6. Synchronous HTTP today, async job path tomorrow
POST /v1/score is synchronous with a 30s budget. Sprint C.3 introduces a job
queue (BullMQ on Redis) so that attestation publishing is decoupled from the
creator-facing request. C.1 ships only the synchronous path.
Consequences
Positive:
- Small, reviewable surface. ~800 LoC of TS + tests.
- Shippable without external dependencies unblocked.
- Every prompt diff is reviewable in PR history; every score is replayable.
- Aggressive upgrade resilience — SDK changes don't touch us.
Negative:
- We own retry/backoff logic. If Anthropic adds a new retryable status code, we
have to notice and update
isRetryable. - We lose the SDK's type-safety helpers for tool definitions. Mitigated by our
own strict parsing in
anthropic-client.ts. - Stub mode introduces a branch that must be exercised in tests every time we change the client. Two dedicated tests guard this.
Rejected alternatives
- Anthropic SDK — rejected for reasons in §1 above. Revisit in C.8 if streaming or batch becomes required.
- Unstructured prose + regex parsing — rejected. Fragile; has bitten every LLM-powered system that ever shipped it.
- One monolithic prompt for all six signals — rejected. Coupling. A bad score on one signal would force a full rerun; per-signal timeouts impossible; latency compounds serially.

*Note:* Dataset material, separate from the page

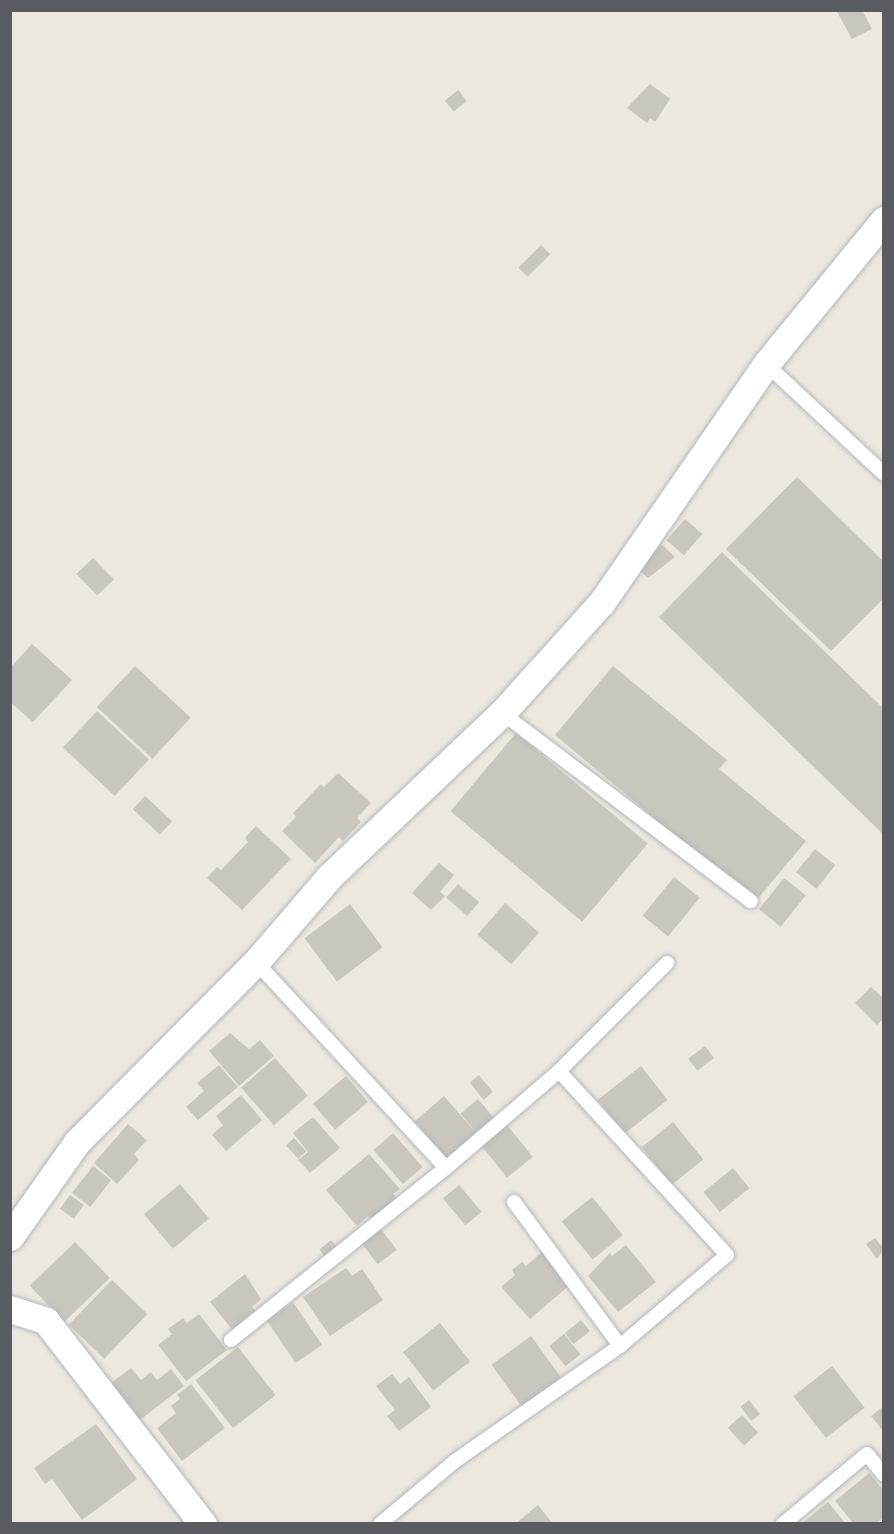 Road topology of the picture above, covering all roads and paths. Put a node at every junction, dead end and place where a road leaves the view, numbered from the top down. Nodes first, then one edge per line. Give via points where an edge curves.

- Fire-and-forget scoring (no persisted result) — rejected. No audit trail, no replay, no "why this score?" modal, no regulatory posture.
Open questions (for Sprint C.2)
- Meme-similarity embedding store — pgvector or a standalone vector DB?
- Creator-signal data pipe — Bitquery streaming via WS or scheduled pulls?
- Image-signal cost ceiling — Vision calls are ~4× text calls; budget envelope?
These are explicitly Sprint C.2 decisions and out of scope here.